Questo periodo dell’anno è particolarmente sentito dalla nostra comunità parrocchiale che, attraverso diverse iniziative, si prepara a celebrare la festa della Madonna del Carmine.
I festeggiamenti hanno avuto inizio con la processione del quadro e con la celebrazione della novena in preparazione alla festa: un appuntamento che ogni anno ci regala grandi emozioni e offre la possibilità di riflettere e meditare sui temi mariani e sulle virtù di Maria. Un cammino arricchito anche dalla presenza di diversi sacerdoti che, su invito del parroco don Enzo Di Nardi, ogni sera ci accompagnano nella preghiera e nella meditazione.
Domani, giovedì 16 luglio, giorno della festa, accoglieremo poi il nostro vescovo, Mons. Giuseppe Giudice, che ci accompagnerà ancora una volta in questo cammino verso il monte Carmelo, simbolo di una fede limpida e salda, senza cedimenti. Il Vescovo presiederà la celebrazione vespertina e il rito dell’imposizione dello scapolare.
La devozione alla Vergine Maria del Monte Carmelo e al santo scapolare trae origine dall’apparizione di Maria avvenuta il 16 luglio 1251 sul Monte Carmelo a san Simone Stok, allora priore dell’Ordine Carmelitano. In quella occasione, la Vergine donò a san Simone il santo scapolare come segno distintivo dell’Ordine Carmelitano e, allo stesso tempo, come segno di appartenenza a Lei. «Chiunque morirà rivestendolo, sarà salvo», assicurò Maria a san Simone.
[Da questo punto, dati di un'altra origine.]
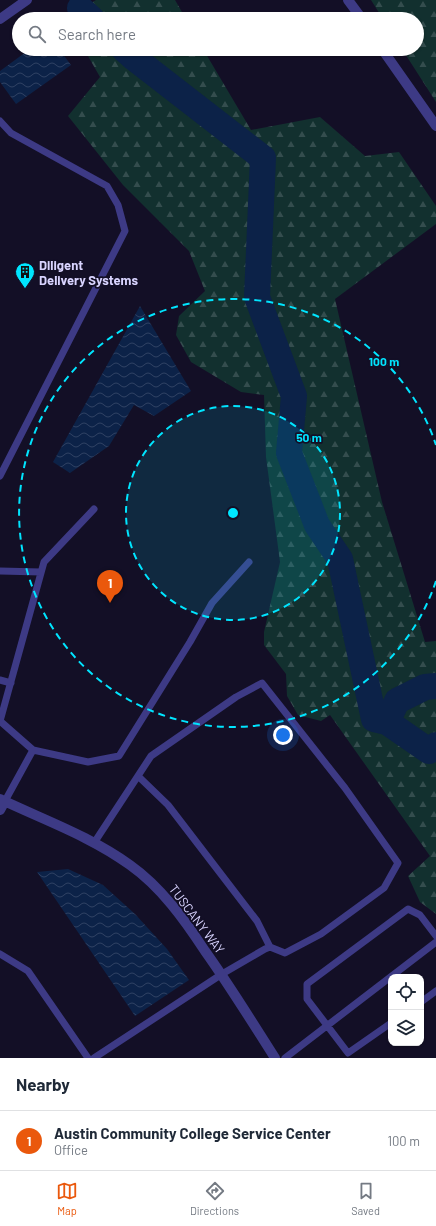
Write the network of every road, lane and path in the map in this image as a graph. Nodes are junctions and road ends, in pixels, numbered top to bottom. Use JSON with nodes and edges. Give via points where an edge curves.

Con il dono di questo piccolo pezzo di stoffa, Maria ha promesso la sua speciale protezione a tutti coloro che, durante la vita, lo avessero indossato con fede. Naturalmente, la consacrazione a Maria mediante l’imposizione dello scapolare rappresenta un impegno per chi si affida a Lei: un impegno che si traduce nello sforzo quotidiano di imitare le sue virtù.
Molti santi sono stati legati alla devozione del Carmelo e dello scapolare. Tra questi anche san Giovanni Paolo II, che ricevette l’abitino all’età di dieci anni e lo indossò per tutta la vita, compreso il giorno dell’attentato in Piazza San Pietro, avvenuto il 13 maggio 1981, giorno dedicato a un’altra importante ricorrenza mariana: l’anniversario delle apparizioni di Fatima.
Forse non tutti sanno che esiste un legame profondo tra le apparizioni di Fatima e la spiritualità del Carmelo. Nell’ultima apparizione, infatti, il 13 ottobre, Maria si presentò ai tre pastorelli rivestita dell’abito carmelitano e con in mano il santo scapolare.
Il legame tra Fatima e il Carmelo risiede anche nel comune riferimento alla consacrazione a Maria. Lo scapolare, infatti, segno distintivo della spiritualità carmelitana, è espressione esteriore di un affidamento filiale alla Vergine, attraverso il quale mettiamo con fiducia la nostra vita nelle sue mani.